Additionally the whole security argument falls through for the same reason against the cPanel. I mean really all we have to protect our cPanel accounts from access is a username/password (and, hopefully, a little security through obscurity... but I'd imagine not everyone has taken this sort of step). So what's the difference between them going for ACP or going for cPanel to get a copy?
(A determine attacker will pursue every avenue they can.)
So if we follow your logic, because it's a potential security risk there too, we should remove backup options period. But then we can't take backups period.
Don't get me wrong, security is important. But there will always be a risk. And in many cases there are better ways to mitigate risk than remove features. (Strong passwords, different passwords for accounts, regularly updated anti-virus software on computer, regularly patched OS, etc...)
(2015-06-01, 04:14 AM)VirusZero Wrote: [ -> ]Personally I wouldn't want to see the database backup option removed.
I'm an admin on a friend's forum (and the one responsible for converting their forum to MyBB in the first place, plus the one who will be helping convert from 1.8 to 2.0). And there have been times in the past where it's been necessary for me to take a backup of the site. (They were away from the computer on vacation and couldn't be contacted.)

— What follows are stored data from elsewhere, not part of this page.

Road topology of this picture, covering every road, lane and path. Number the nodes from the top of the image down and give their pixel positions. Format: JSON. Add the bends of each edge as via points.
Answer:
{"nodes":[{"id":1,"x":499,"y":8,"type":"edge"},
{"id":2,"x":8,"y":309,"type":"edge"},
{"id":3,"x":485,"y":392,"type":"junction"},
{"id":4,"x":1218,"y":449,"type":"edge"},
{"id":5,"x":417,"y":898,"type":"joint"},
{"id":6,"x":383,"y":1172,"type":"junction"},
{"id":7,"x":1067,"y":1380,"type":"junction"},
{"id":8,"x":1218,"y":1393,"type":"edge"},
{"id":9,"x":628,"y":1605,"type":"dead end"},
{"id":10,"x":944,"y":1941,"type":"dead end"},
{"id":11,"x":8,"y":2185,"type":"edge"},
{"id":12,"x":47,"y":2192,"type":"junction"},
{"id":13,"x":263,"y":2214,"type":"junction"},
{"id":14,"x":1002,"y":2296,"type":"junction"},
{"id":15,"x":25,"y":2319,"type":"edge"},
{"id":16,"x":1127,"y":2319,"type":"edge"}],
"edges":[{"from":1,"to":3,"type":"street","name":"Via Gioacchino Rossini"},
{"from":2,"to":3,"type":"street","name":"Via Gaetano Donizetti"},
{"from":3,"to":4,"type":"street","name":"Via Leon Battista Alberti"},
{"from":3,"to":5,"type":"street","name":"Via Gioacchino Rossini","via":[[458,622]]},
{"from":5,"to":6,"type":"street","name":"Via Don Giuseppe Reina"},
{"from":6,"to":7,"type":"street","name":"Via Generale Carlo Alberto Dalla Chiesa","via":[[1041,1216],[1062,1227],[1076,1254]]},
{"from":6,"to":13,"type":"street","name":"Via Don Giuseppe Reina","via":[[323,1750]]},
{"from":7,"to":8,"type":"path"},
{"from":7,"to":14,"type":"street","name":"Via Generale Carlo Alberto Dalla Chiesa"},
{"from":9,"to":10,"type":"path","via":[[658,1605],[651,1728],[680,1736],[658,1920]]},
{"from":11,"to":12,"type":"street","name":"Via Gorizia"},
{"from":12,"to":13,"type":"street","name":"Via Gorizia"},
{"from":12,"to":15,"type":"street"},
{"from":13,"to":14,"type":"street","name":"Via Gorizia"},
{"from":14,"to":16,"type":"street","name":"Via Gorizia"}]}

However, being that I'm not the owner of the web hosting account I cannot access the cPanel tools. (At least not without going through a bunch of extra steps... and I don't really think it'd be necessary when a perfectly viable alternative already exists... the back up tool within the ACP.)

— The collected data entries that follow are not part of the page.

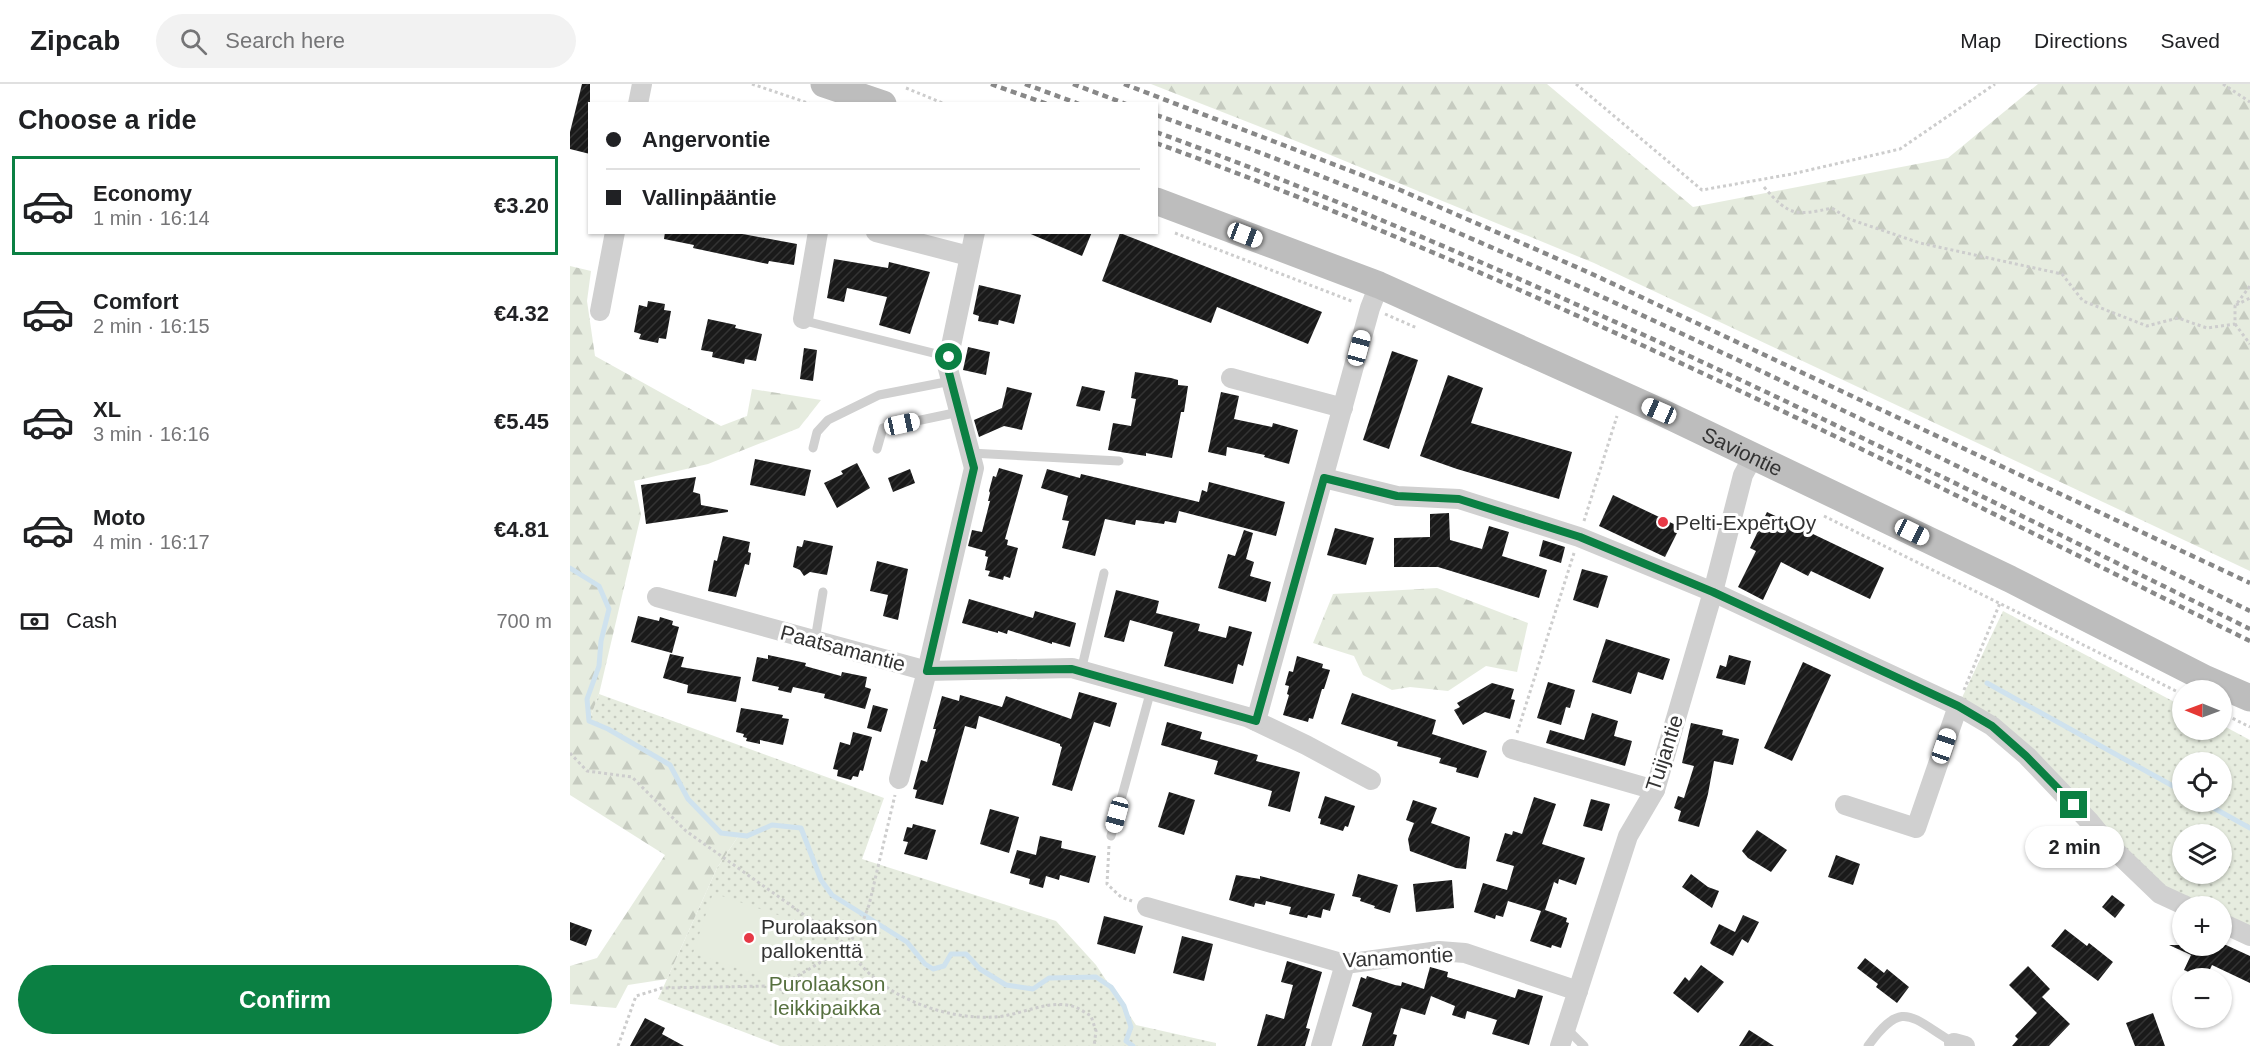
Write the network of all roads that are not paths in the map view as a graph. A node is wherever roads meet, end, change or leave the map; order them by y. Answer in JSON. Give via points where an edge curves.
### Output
{"nodes":[{"id":1,"x":642,"y":84,"type":"edge"},
{"id":2,"x":824,"y":84,"type":"edge"},
{"id":3,"x":638,"y":102,"type":"edge"},
{"id":4,"x":877,"y":102,"type":"edge"},
{"id":5,"x":1158,"y":202,"type":"edge"},
{"id":6,"x":615,"y":234,"type":"edge"},
{"id":7,"x":818,"y":234,"type":"edge"},
{"id":8,"x":884,"y":234,"type":"edge"},
{"id":9,"x":974,"y":234,"type":"edge"},
{"id":10,"x":969,"y":256,"type":"junction"},
{"id":11,"x":1374,"y":297,"type":"junction"},
{"id":12,"x":600,"y":310,"type":"dead end"},
{"id":13,"x":806,"y":320,"type":"joint"},
{"id":14,"x":949,"y":357,"type":"junction"},
{"id":15,"x":1231,"y":378,"type":"dead end"},
{"id":16,"x":951,"y":381,"type":"junction"},
{"id":17,"x":1343,"y":408,"type":"junction"},
{"id":18,"x":959,"y":412,"type":"junction"},
{"id":19,"x":813,"y":448,"type":"dead end"},
{"id":20,"x":877,"y":449,"type":"dead end"},
{"id":21,"x":970,"y":453,"type":"junction"},
{"id":22,"x":1754,"y":455,"type":"junction"},
{"id":23,"x":1119,"y":461,"type":"dead end"},
{"id":24,"x":1324,"y":478,"type":"junction"},
{"id":25,"x":1104,"y":573,"type":"dead end"},
{"id":26,"x":823,"y":592,"type":"dead end"},
{"id":27,"x":1713,"y":592,"type":"junction"},
{"id":28,"x":657,"y":597,"type":"dead end"},
{"id":29,"x":815,"y":640,"type":"junction"},
{"id":30,"x":927,"y":671,"type":"junction"},
{"id":31,"x":1081,"y":671,"type":"junction"},
{"id":32,"x":1151,"y":690,"type":"junction"},
{"id":33,"x":2250,"y":698,"type":"edge"},
{"id":34,"x":1958,"y":706,"type":"junction"},
{"id":35,"x":1256,"y":721,"type":"junction"},
{"id":36,"x":1512,"y":749,"type":"road end"},
{"id":37,"x":899,"y":779,"type":"road end"},
{"id":38,"x":1371,"y":780,"type":"dead end"},
{"id":39,"x":1655,"y":790,"type":"junction"},
{"id":40,"x":1845,"y":805,"type":"dead end"},
{"id":41,"x":1111,"y":836,"type":"road end"},
{"id":42,"x":2172,"y":900,"type":"edge"},
{"id":43,"x":1147,"y":907,"type":"road end"},
{"id":44,"x":2232,"y":928,"type":"edge"},
{"id":45,"x":2250,"y":936,"type":"edge"},
{"id":46,"x":1345,"y":964,"type":"junction"},
{"id":47,"x":1578,"y":991,"type":"junction"},
{"id":48,"x":1563,"y":1037,"type":"edge"},
{"id":49,"x":1959,"y":1044,"type":"edge"},
{"id":50,"x":1321,"y":1046,"type":"edge"},
{"id":51,"x":1584,"y":1046,"type":"edge"},
{"id":52,"x":1868,"y":1046,"type":"edge"}],
"edges":[{"from":1,"to":3,"type":"street"},
{"from":2,"to":4,"type":"main road"},
{"from":5,"to":11,"type":"main road","name":"Saviontie"},
{"from":6,"to":12,"type":"street"},
{"from":7,"to":13,"type":"street"},
{"from":8,"to":10,"type":"street"},
{"from":9,"to":10,"type":"street"},
{"from":10,"to":14,"type":"street"},
{"from":11,"to":17,"type":"street"},
{"from":11,"to":22,"type":"main road","name":"Saviontie"},
{"from":13,"to":14,"type":"lane"},
{"from":14,"to":16,"type":"street"},
{"from":15,"to":17,"type":"street"},
{"from":16,"to":18,"type":"street"},
{"from":16,"to":19,"type":"lane","via":[[879,395],[828,420],[817,432]]},
{"from":17,"to":24,"type":"street"},
{"from":18,"to":20,"type":"lane","via":[[883,428]]},
{"from":18,"to":21,"type":"street"},
{"from":21,"to":23,"type":"lane"},
{"from":21,"to":30,"type":"street","via":[[974,468]]},
{"from":22,"to":27,"type":"street","name":"Tuijantie","via":[[1743,476]]},
{"from":22,"to":33,"type":"main road","name":"Saviontie","via":[[2010,579],[2206,680]]},
{"from":24,"to":27,"type":"street","via":[[1397,496],[1459,499],[1580,537]]},
{"from":24,"to":35,"type":"street"},
{"from":25,"to":31,"type":"lane"},
{"from":26,"to":29,"type":"lane"},
{"from":27,"to":34,"type":"street"},
{"from":27,"to":39,"type":"street","name":"Tuijantie"},
{"from":28,"to":29,"type":"street","name":"Paatsamantie"},
{"from":29,"to":30,"type":"street","name":"Paatsamantie"},
{"from":30,"to":31,"type":"street","name":"Paatsamantie"},
{"from":30,"to":37,"type":"street"},
{"from":31,"to":32,"type":"street","name":"Paatsamantie"},
{"from":32,"to":35,"type":"street","name":"Paatsamantie"},
{"from":32,"to":41,"type":"lane"},
{"from":34,"to":40,"type":"street","via":[[1916,828]]},
{"from":34,"to":42,"type":"street","via":[[1992,726],[2026,756],[2108,844],[2160,894]]},
{"from":35,"to":38,"type":"street","name":"Paatsamantie"},
{"from":36,"to":39,"type":"street"},
{"from":39,"to":47,"type":"street","name":"Tuijantie","via":[[1628,836]]},
{"from":43,"to":46,"type":"street","name":"Vanamontie"},
{"from":44,"to":45,"type":"street"},
{"from":46,"to":47,"type":"street","name":"Vanamontie","via":[[1439,951],[1465,953]]},
{"from":46,"to":50,"type":"street"},
{"from":47,"to":48,"type":"street","name":"Tuijantie"},
{"from":48,"to":51,"type":"lane"},
{"from":49,"to":52,"type":"lane","via":[[1907,1015],[1895,1017]]}]}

Additionally on my own site I like using the backup tool because I can combine tasks when I'm logged in. Prune a few logs from plugins to keep database size down, check any suspicious registrations, edit the templates if I need to, get a backup... all without having to log into the cPanel itself. It's very convenient and useful for me.
Additionally the whole security argument falls through for the same reason against the cPanel. I mean really all we have to protect our cPanel accounts from access is a username/password (and, hopefully, a little security through obscurity... but I'd imagine not everyone has taken this sort of step). So what's the difference between them going for ACP or going for cPanel to get a copy?
(A determine attacker will pursue every avenue they can.)
So if we follow your logic, because it's a potential security risk there too, we should remove backup options period. But then we can't take backups period.
Don't get me wrong, security is important. But there will always be a risk. And in many cases there are better ways to mitigate risk than remove features. (Strong passwords, different passwords for accounts, regularly updated anti-virus software on computer, regularly patched OS, etc...)
I agree with this statement from Josh posted above:
Quote:Outsourcing this to an option that is most likely already there reduces a) in concept, the number of ways to dump the database via software/scripts installed b) the ability for some issue in the core to exploit this functionality.
I can kind of see where you are coming from relating to the security issue of this but at the same time at least if the mybb admin panel is comprised he cannot immediately take a copy of your whole forum. I think that with the recent ish compromise of the GitHub account and then people accessing forums Admin CPs this would be a good step to take to minimise the damage that a hacker could do if something like that did happen again.